I say to the shadow Minister that the duty in clause 2 would be subject to the restriction in clause 3. Clause 3(1) sets aside the duty to enter into a particular collaboration agreement if that agreement would negatively impact on efficiency or effectiveness. Therefore, the Bill specifically addresses the point she raised. I will not dwell on that because it is not a matter of semantics. She is quite right, but clause 3 addresses that.
On that narrow point. I have no idea why the shadow Minister was not invited to the brilliant exercise, which was the largest we have ever seen. I was not there either, although I had been invited, because I was at Didcot, for reasons colleagues will understand.
There have been numerous other exercises, including marauding terrorism exercises, which touch on some of the issues raised by the hon. Lady. I will endeavour to make sure that she is informed, unless there is a specific reason why that should not be the case—I cannot think of one at present. It would have to be me who said no, not a civil servant. The same applies to the shadow Police Minister.
May I gently take issue with the shadow Minister on the suggestion that we are not ready or capable of looking on? Actually, we do a fantastic job. When these types of things happen, the training kicks in and the type of people we have in the emergency services kick in. When I was at the marauding terrorism exercise, it was fascinating to see where the emergency services had moved to. The fire service was bringing out the casualties while the shooting was still going on, in an exercise scenario.
I have met the FBU and the Police Federation—I have obviously met the Federation a lot more, because I have known them longer—but I have not had the opportunity to meet Unison. If it invites me, I will do so. If it wants to sit in the same room and talk to me, I would be more than happy to do so. Normally, when the Prime Minister gets invited to that sort of thing, the invitation is moved through the system. I have no idea why that has not happened, but there is an open invitation. My door is open to all three representative bodies. As usual, my FBU badge is in my back pocket, as it has been, literally since the day I was in the fire service.
As the hon. Lady said, joined-up fire and ambulance services are already on the programme—these pieces of legislation are on the statute book. I think we are prepared and evolving. We are looking very carefully at what happened during the floods. I was in Lancashire and visited the areas that were particularly affected and listened to the front-line fire service operative say, “Well, we could had an inflation device on the back of our vehicle.” I have heard the calls for a statutory review. We are reviewing at the moment. We are reviewing how we did, but can we say at the outset what a fantastic job our emergency services did during the floods?
There are other areas where we need to make things work closer together, for instance in the utility services. For example, we need to ask if the areas around reservoirs can be drained down if we think a flood might take place, without there being concerns about whether enough drinking water was going to be available during the summer.

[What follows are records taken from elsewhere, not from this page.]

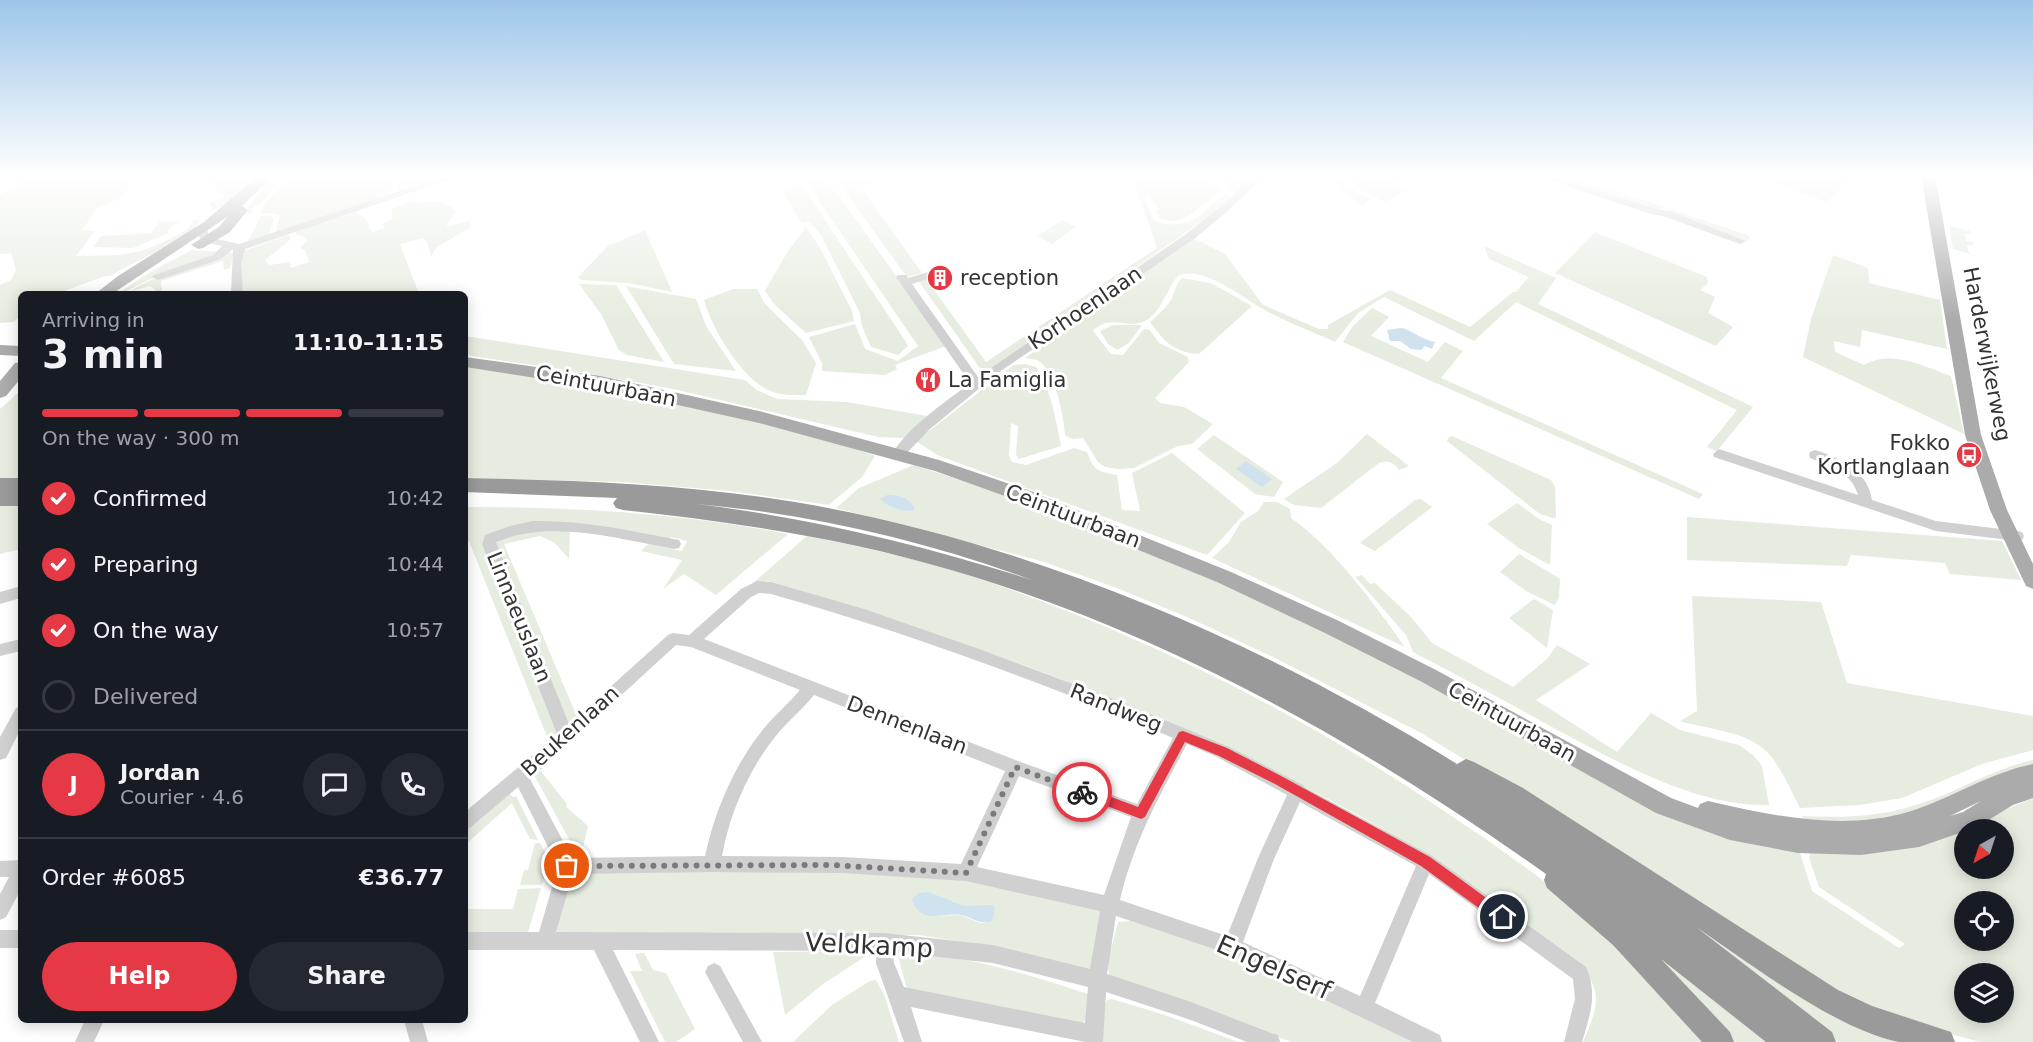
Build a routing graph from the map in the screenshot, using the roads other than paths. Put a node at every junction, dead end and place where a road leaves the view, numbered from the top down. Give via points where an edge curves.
1 (231, 224) edge
2 (303, 224) edge
3 (1204, 224) edge
4 (1694, 224) edge
5 (1936, 224) edge
6 (1942, 224) edge
7 (222, 235) junction
8 (1741, 241) dead end
9 (945, 270) dead end
10 (158, 277) dead end
11 (106, 291) edge
12 (117, 291) edge
13 (237, 291) edge
14 (0, 338) edge
15 (18, 339) edge
16 (0, 350) edge
17 (18, 351) edge
18 (468, 362) edge
19 (18, 371) edge
20 (976, 383) junction
21 (18, 384) edge
22 (0, 392) edge
23 (0, 404) edge
24 (1719, 454) dead end
25 (897, 455) junction
26 (1815, 455) dead end
27 (0, 484) edge
28 (468, 484) edge
29 (18, 485) edge
30 (468, 498) edge
31 (0, 499) edge
32 (18, 499) edge
33 (1866, 504) junction
34 (799, 518) junction
35 (833, 524) junction
36 (2014, 535) junction
37 (674, 544) dead end
38 (2033, 564) edge
39 (2033, 581) edge
40 (18, 593) edge
41 (0, 598) edge
42 (673, 639) joint
43 (692, 641) junction
44 (18, 646) edge
45 (0, 650) edge
46 (810, 688) junction
47 (18, 719) edge
48 (1374, 726) junction
49 (566, 736) junction
50 (1183, 736) junction
51 (0, 753) edge
52 (1396, 758) junction
53 (1015, 767) junction
54 (2033, 774) edge
55 (521, 777) junction
56 (2033, 788) edge
57 (1297, 790) junction
58 (1638, 790) junction
59 (1141, 813) junction
60 (468, 819) edge
61 (1426, 862) junction
62 (712, 864) junction
63 (567, 866) junction
64 (0, 869) edge
65 (18, 870) edge
66 (966, 873) junction
67 (18, 876) edge
68 (1110, 905) junction
69 (0, 911) edge
70 (0, 939) edge
71 (18, 939) edge
72 (598, 939) junction
73 (468, 941) edge
74 (545, 941) junction
75 (884, 942) junction
76 (1232, 946) junction
77 (714, 972) dead end
78 (1097, 980) junction
79 (898, 995) junction
80 (1364, 1007) junction
81 (94, 1023) edge
82 (414, 1023) edge
83 (1094, 1038) edge
84 (1262, 1041) edge
85 (84, 1042) edge
86 (419, 1042) edge
87 (650, 1042) edge
88 (753, 1042) edge
89 (913, 1042) edge
90 (1433, 1042) edge
91 (1573, 1042) edge
92 (1720, 1042) edge
93 (1788, 1042) edge
94 (1822, 1042) edge
95 (1941, 1042) edge

1 - 7 main road
2 - 7 street via 273,233
3 - 20 street, Korhoenlaan
4 - 8 street
5 - 36 main road, Harderwijkerweg via 1973,435 1984,474
6 - 36 main road, Harderwijkerweg via 1980,436
7 - 10 street via 217,257
7 - 11 main road via 145,264
7 - 12 main road
7 - 13 street via 236,264
9 - 20 street via 904,280
14 - 15 main road
16 - 17 main road
18 - 25 main road, Ceintuurbaan via 601,382 759,417
19 - 22 main road
20 - 25 street, Korhoenlaan via 908,440
21 - 23 main road
24 - 33 street
25 - 58 main road, Ceintuurbaan via 1022,495 1235,582 1429,676
26 - 33 street via 1857,477 1866,492
27 - 29 highway
28 - 34 highway via 627,490 749,503
30 - 34 highway via 614,502
31 - 32 highway
33 - 36 street via 1936,526
34 - 35 highway
35 - 48 highway via 991,557 1127,605 1273,671
35 - 52 highway via 1014,581 1118,619 1262,685
36 - 38 main road, Harderwijkerweg
36 - 39 main road, Harderwijkerweg
37 - 49 street, Linnaeuslaan via 567,525 524,528 490,539
40 - 41 street
42 - 43 street, Dennenlaan
42 - 49 street, Beukenlaan
43 - 46 street, Dennenlaan
43 - 50 street, Randweg via 746,593 757,587 771,588 974,653
44 - 45 street
46 - 53 street, Dennenlaan
46 - 62 street via 770,732 740,778 725,813
47 - 51 street
48 - 94 highway via 1592,866
48 - 95 highway via 1484,777 1829,999 1868,1018
49 - 55 street, Beukenlaan
50 - 57 street, Randweg
50 - 59 street
52 - 92 highway via 1592,909 1654,968
52 - 93 highway via 1575,878
53 - 59 street, Dennenlaan
53 - 66 street
54 - 58 main road, Ceintuurbaan via 1907,822 1863,829 1751,822
55 - 60 street, Beukenlaan
55 - 63 street
56 - 58 main road, Ceintuurbaan via 2006,798 1969,820 1919,836 1861,844 1798,842 1730,830 1664,806
57 - 61 street, Randweg
57 - 76 street
59 - 68 street
61 - 80 street
61 - 91 street, Randweg via 1580,973 1586,988 1585,1003
62 - 63 street
62 - 66 street via 843,865
63 - 74 street
64 - 65 street
66 - 68 street
67 - 69 street
68 - 76 street, Engelserf
68 - 78 street
70 - 71 street
72 - 74 street, Veldkamp
72 - 75 street, Veldkamp
72 - 87 street
73 - 74 street, Veldkamp
75 - 78 street, Veldkamp via 993,954
75 - 79 street via 885,963
76 - 80 street, Engelserf
77 - 88 street
78 - 83 street
78 - 84 street, Veldkamp via 1191,1011
79 - 83 street
79 - 89 street
80 - 90 street, Engelserf
81 - 85 street
82 - 86 street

That did happen in Lancashire, where one of the reservoirs flooded through the town. We are not ruling out that we would introduce legislation on flooding, but let us wait to see what evidence comes back. The Home Secretary and I will continue to look at that.
The conversations that take place outside the Committee Room are also very useful, particularly those with the hon. Member for North Durham. Not only is he very knowledgeable in this area, but he is willing to sit and talk to see how we can improve things. I have talked at considerable length with Opposition Front-Bench Members as well. We had a conversation about this before, because the concordat is not statutory. To make it statutory within a Bill would make it quite difficult—not impossible. The Under-Secretary of State for the Home Department, my hon. Friend the Member for Staffordshire Moorlands, who is going to take through part 4, will meet the hon. Gentleman to see how we can improve this.
The hon. Gentleman is absolutely right. As Police Minister, I cannot mandate the rest of the Government. However, if we did not have the provisions in the Bill to say that we are not going to keep people who are mentally ill or going through a mental health episode in our cells, it will carry on as it always has under previous Governments and under ours. Someone has to say stop and the Home Secretary has said enough is enough. They will have to bring that capacity forward. We have fewer 136s and 135s and a lot fewer of the cases that I used to experience, when people who were ill were taken to a place of safety in the back of a police vehicle. I once saw someone taken in the cage of a police riot van. It was completely inappropriate and it has to stop with us, with the police saying, “We are not the first port of call; we are the last port call . We will come, but we are not the first port of call.”
I welcome the Minister’s point. Our amendments are the grit in the oyster, in the sense that they are going to force others to improve facilities. Having seen different Departments when in government, I know that without some direction from the Bill, it will not happen. The Minister and his colleagues have great intentions and I pay tribute to him and to the Home Secretary for addressing this issue, but without something on the face of the Bill or some movement during the passage of the Bill, it will not happen.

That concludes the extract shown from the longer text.